Da sich einige Lärmquellen wie Verkehr, Flugzeuge oder Bahn nur indirekt beeinflussen lassen, sollten wir bei denjenigen, die wir in der Hand haben, umso umsichtiger verfahren. Nicht jeder steht auf Beethovens Fünfte in Originallautstärke, auch wenn sich das so mancher Leser dieses Magazins nicht vorstellen kann. Die Geschmäcker sind verschieden, und das muss man respektieren. Übrigens gibt es entgegen landläufiger Meinung auch kein Recht auf Lärm im privaten Bereich. Die Geburtstagsparty, bei der man einmal im Jahr so richtig aufdrehen darf, gehört ins Reich der Fabeln. Daran ändert auch eine Ankündigung nichts. Das werden Sie spätestens merken, wenn die Polizei vor der Tür steht und Ihre Feier beendet, aber dann ist es zu spät und das Verhältnis zur Nachbarschaft ist dauerhaft gestört.
Für die Rücksichtnahme gegenüber dem Nachbarn wird man irgendwann in der Zukunft allerdings entlohnt werden.

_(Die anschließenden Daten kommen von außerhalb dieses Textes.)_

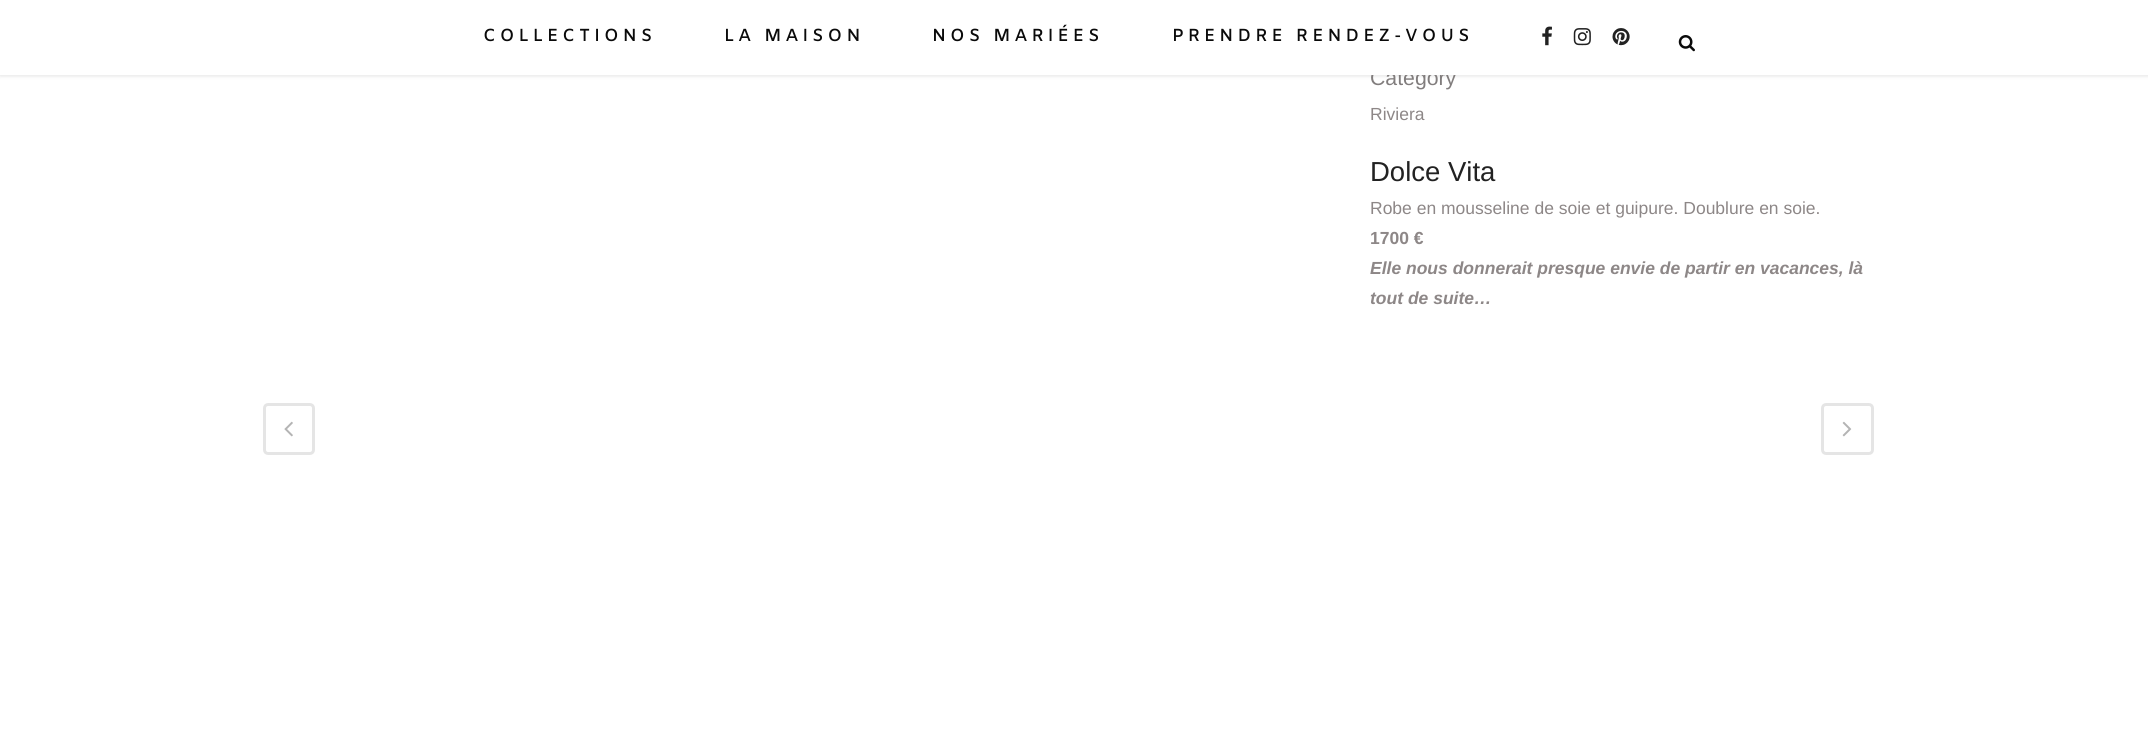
import math
import cairocffi as cairo

surface = cairo.ImageSurface(cairo.FORMAT_RGB24, 2148, 753)
ctx = cairo.Context(surface)
options = cairo.FontOptions()
options.set_hint_metrics(cairo.HINT_METRICS_OFF)
options.set_hint_style(cairo.HINT_STYLE_NONE)
ctx.set_font_options(options)
ctx.set_miter_limit(4)


def rgb(r, g, b):
    ctx.set_source_rgb(r / 255, g / 255, b / 255)


def face(family, size, italic, bold):
    ctx.select_font_face(family, cairo.FONT_SLANT_ITALIC if italic else cairo.FONT_SLANT_NORMAL, cairo.FONT_WEIGHT_BOLD if bold else cairo.FONT_WEIGHT_NORMAL)
    ctx.set_font_size(size)


def label(x, y, s):
    ctx.move_to(x, y)
    ctx.show_text(s)


def tracked(x, y, s, letter, word):
    ctx.move_to(x, y)
    for ch in s:
        ctx.show_text(ch)
        ctx.rel_move_to(letter + word * (ch == ' '), 0)


def rect(x, y, w, h):
    ctx.rectangle(x, y, w, h)
    ctx.fill()


def rrect(x, y, w, h, r):
    ctx.new_sub_path()
    for i, (u, v) in enumerate([(x + w - r, y + h - r), (x + r, y + h - r), (x + r, y + r), (x + w - r, y + r)]):
        ctx.arc(u, v, r, i * math.pi / 2, (i + 1) * math.pi / 2)
    ctx.close_path()


def soft_shadow(x, y, w, h, r, blur, alpha):
    ctx.push_group_with_content(cairo.CONTENT_ALPHA)
    ctx.set_operator(cairo.OPERATOR_SOURCE)
    for i in range(15, -16, -2):
        e = blur * i / 6
        if min(w, h) + 2 * e > 0:
            ctx.set_source_rgba(0, 0, 0, alpha * math.erfc((i - 1) / 8.5) / 2)
            rrect(x - e, y - e, w + 2 * e, h + 2 * e, max(0, min(r + e + blur * .6, min(w, h) / 2 + e)))
            ctx.fill()
    ctx.mask(ctx.pop_group())


def image(path, x, y, w, h):
    ctx.save()
    ctx.set_source_surface(cairo.ImageSurface.create_from_png(path), x, y)
    ctx.rectangle(x, y, w, h)
    ctx.fill()
    ctx.restore()


rgb(255, 255, 255)
ctx.paint()
rgb(0, 0, 0)
soft_shadow(0, 1, 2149, 75, 0, 2, 0.11)
face('Liberation Sans', 21.25, 0, 0)
rgb(129, 125, 125)
label(1370, 85, 'Category')
rgb(255, 255, 255)
rect(0, 0, 2148, 75)
face('Amiko SemiBold', 17.5, 0, 0)
rgb(10, 10, 10)
tracked(483, 41, 'COLLECTIONS', 4.1, 0)
tracked(724, 41, 'LA MAISON', 4.1, 0)
tracked(932, 41, 'NOS MARIÉES', 4.1, 0)
tracked(1172, 41, 'PRENDRE RENDEZ-VOUS', 4.1, 0)
image('image0.png', 1542, 26, 10, 20)
image('image1.png', 1573, 28, 18, 18)
image('image2.png', 1612, 28, 18, 18)
image('image3.png', 1678, 35, 17, 17)
face('Liberation Sans', 17.5, 0, 0)
rgb(141, 135, 135)
label(1370, 120, 'Riviera')
face('Liberation Sans', 27.5, 0, 0)
rgb(34, 34, 34)
label(1370, 181, 'Dolce Vita')
face('Liberation Sans', 17.5, 0, 0)
rgb(141, 135, 135)
label(1370, 214, 'Robe en mousseline de soie et guipure. Doublure en soie.')
face('Liberation Sans', 17.5, 0, 1)
label(1370, 244, '1700 €')
face('Liberation Sans', 17.5, 1, 1)
label(1370, 274, 'Elle nous donnerait presque envie de partir en vacances, là')
label(1370, 304, 'tout de suite…')
rrect(264.5, 404.5, 49, 49, 3.5)
rgb(229, 229, 229)
ctx.set_line_width(3)
ctx.stroke()
image('image4.png', 284, 421, 9, 16)
rrect(1822.5, 404.5, 50, 49, 3.5)
ctx.stroke()
image('image5.png', 1842, 421, 10, 16)
surface.write_to_png('render.png')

Halten Sie die Fenster geschlossen, wenn Sie Ihren Lautsprechern mal wieder so richtig die Kante geben, beachten Sie die Uhrzeit und machen Sie leiser, wenn Sie darum gebeten werden. Oder steigen Sie für einen Abend auf den Kopfhörer um. Vielleicht können Sie den Nachbarn auch gleich zum gemeinsamen Hörabend gewinnen und finden so einen Freund fürs Leben. Letztendich handelt es sich bei Musik um disziplinierten Lärm, und Lärm macht krank. Das kann man nicht ignorieren – aber eine gute Musikanlage macht auch leise Spaß.